Start-up has around 80 employees and in the FinTech industry focusing on the DACH market
Erin Gunaratna
Chargebee VP, Product Marketing • January 21
I cannot claim expertise in FinTech or in the DACH market, so my best advice here is to research launch plan frameworks and pick one. Pragmatic Institute, Product Marketing Alliance, and Sirius Decisions all have their own frameworks and launch plans, though they’re behind logins. See if you can set up a free account and go from there. There are also plenty of great Medium blogs and posts out there that you should be able to access for free as a starting point. Once you’ve done some research and chosen a blueprint, your biggest hurdle will likely be in arguing internally to follow that blueprint. Organizational inertia is a real thing. Be ready for some pushback that sounds a lot like “We’ve always done it this way, so why should we change?” As far as how you make the internal argument, I would say, “Let’s follow this blueprint for our next launch, and then reassess.” You don’t need to institute a big sweeping change as your very first act.

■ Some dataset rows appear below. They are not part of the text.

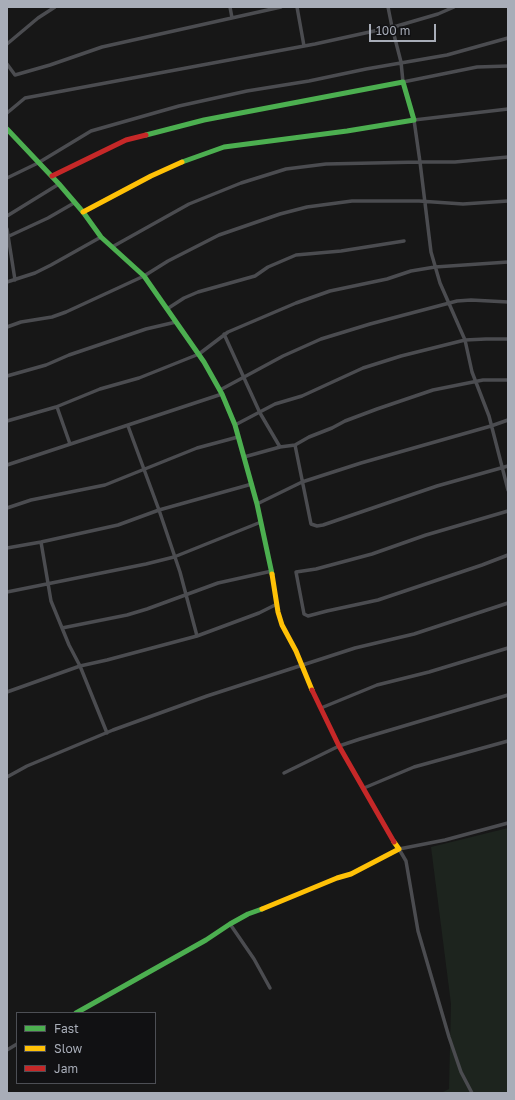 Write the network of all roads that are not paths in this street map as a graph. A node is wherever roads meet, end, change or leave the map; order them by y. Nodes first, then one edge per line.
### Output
1 (55, 7) edge
2 (230, 7) edge
3 (281, 7) edge
4 (297, 7) edge
5 (388, 7) edge
6 (454, 7) edge
7 (232, 18) junction
8 (392, 27) junction
9 (508, 38) edge
10 (7, 44) edge
11 (304, 46) junction
12 (401, 62) junction
13 (7, 64) edge
14 (508, 66) edge
15 (402, 82) junction
16 (508, 108) edge
17 (7, 113) edge
18 (414, 120) junction
19 (7, 129) edge
20 (508, 157) edge
21 (420, 162) junction
22 (38, 163) junction
23 (52, 176) junction
24 (7, 178) edge
25 (59, 184) junction
26 (424, 201) junction
27 (508, 202) edge
28 (74, 203) junction
29 (83, 212) junction
30 (7, 216) edge
31 (7, 229) edge
32 (7, 237) edge
33 (101, 237) junction
34 (404, 241) dead end
35 (112, 247) junction
36 (508, 262) edge
37 (435, 267) junction
38 (144, 276) junction
39 (16, 280) junction
40 (7, 282) edge
41 (508, 302) edge
42 (449, 303) junction
43 (167, 309) junction
44 (176, 322) junction
45 (7, 327) edge
46 (224, 334) junction
47 (508, 339) edge
48 (466, 340) junction
49 (199, 354) junction
50 (7, 376) edge
51 (245, 378) junction
52 (508, 380) edge
53 (476, 382) junction
54 (221, 392) junction
55 (57, 407) junction
56 (260, 413) junction
57 (508, 420) edge
58 (7, 421) edge
59 (235, 425) junction
60 (128, 426) junction
61 (491, 426) junction
62 (238, 437) junction
63 (70, 444) junction
64 (295, 445) junction
65 (280, 447) junction
66 (244, 457) junction
67 (7, 465) edge
68 (508, 466) edge
69 (502, 467) junction
70 (144, 469) junction
71 (302, 482) junction
72 (252, 484) junction
73 (508, 490) edge
74 (257, 504) junction
75 (7, 508) edge
76 (160, 510) junction
77 (508, 510) edge
78 (261, 522) junction
79 (41, 542) junction
80 (7, 548) edge
81 (508, 554) edge
82 (174, 557) junction
83 (272, 571) junction
84 (48, 584) junction
85 (7, 592) edge
86 (187, 595) junction
87 (277, 604) junction
88 (508, 604) edge
89 (62, 628) junction
90 (197, 636) junction
91 (508, 648) edge
92 (80, 666) junction
93 (302, 666) junction
94 (7, 692) edge
95 (508, 695) edge
96 (321, 708) junction
97 (107, 733) junction
98 (508, 741) edge
99 (339, 746) junction
100 (284, 773) dead end
101 (7, 777) edge
102 (364, 788) junction
103 (508, 823) edge
104 (399, 850) junction
105 (230, 924) junction
106 (270, 988) dead end
107 (78, 1012) edge
108 (16, 1045) edge
109 (7, 1050) edge
110 (472, 1093) edge

1 - 10 street
2 - 7 street
3 - 7 street
4 - 11 street
5 - 8 street
6 - 8 street
7 - 13 street
8 - 11 street
8 - 12 street
9 - 12 street
11 - 17 street
12 - 15 street
12 - 22 street
14 - 15 street
15 - 18 street
15 - 23 street
16 - 18 street
18 - 21 street
18 - 29 street
19 - 22 street
20 - 21 street
21 - 26 street
21 - 35 street
22 - 23 street
22 - 24 street
23 - 25 street
25 - 28 street
25 - 30 street
26 - 27 street
26 - 37 street
26 - 38 street
28 - 29 street
28 - 32 street
29 - 33 street
31 - 32 street
32 - 39 street
33 - 35 street
33 - 39 street
34 - 43 street
35 - 38 street
36 - 37 street
37 - 42 street
37 - 46 street
38 - 43 street
38 - 45 street
39 - 40 street
41 - 42 street
42 - 48 street
42 - 51 street
43 - 44 street
44 - 49 street
44 - 50 street
46 - 49 street
46 - 51 street
47 - 48 street
48 - 53 street
48 - 56 street
49 - 54 street
49 - 55 street
51 - 54 street
51 - 56 street
52 - 53 street
53 - 61 street
53 - 64 street
54 - 59 street
54 - 60 street
55 - 58 street
55 - 63 street
56 - 59 street
56 - 65 street
57 - 61 street
59 - 62 street
60 - 63 street
60 - 70 street
61 - 69 street
61 - 71 street
62 - 66 street
62 - 70 street
63 - 67 street
64 - 65 street
64 - 71 street
65 - 66 street
66 - 72 street
68 - 69 street
69 - 71 street
69 - 73 street
70 - 75 street
70 - 76 street
71 - 74 street
72 - 74 street
72 - 76 street
74 - 78 street
76 - 79 street
76 - 82 street
77 - 81 street
78 - 82 street
78 - 83 street
79 - 80 street
79 - 84 street
82 - 84 street
82 - 86 street
83 - 86 street
83 - 87 street
84 - 85 street
84 - 89 street
86 - 89 street
86 - 90 street
87 - 90 street
87 - 93 street
88 - 93 street
89 - 92 street
90 - 92 street
91 - 96 street
92 - 94 street
92 - 97 street
93 - 96 street
93 - 97 street
95 - 99 street
96 - 99 street
97 - 101 street
98 - 102 street
99 - 100 street
99 - 102 street
102 - 104 street
103 - 104 street
104 - 105 street
104 - 110 street
105 - 106 street
105 - 107 street
108 - 109 street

Show the team that you’re open to feedback, but that you also have skills and ideas that will help level up their work. This won’t be the easiest task, but it sounds like the company brought you on to build out the PMM function, which means that at least one person in a position of power already understands the value of PMM on some level. Find that person and enlist them as your advocate. You shouldn’t be alone!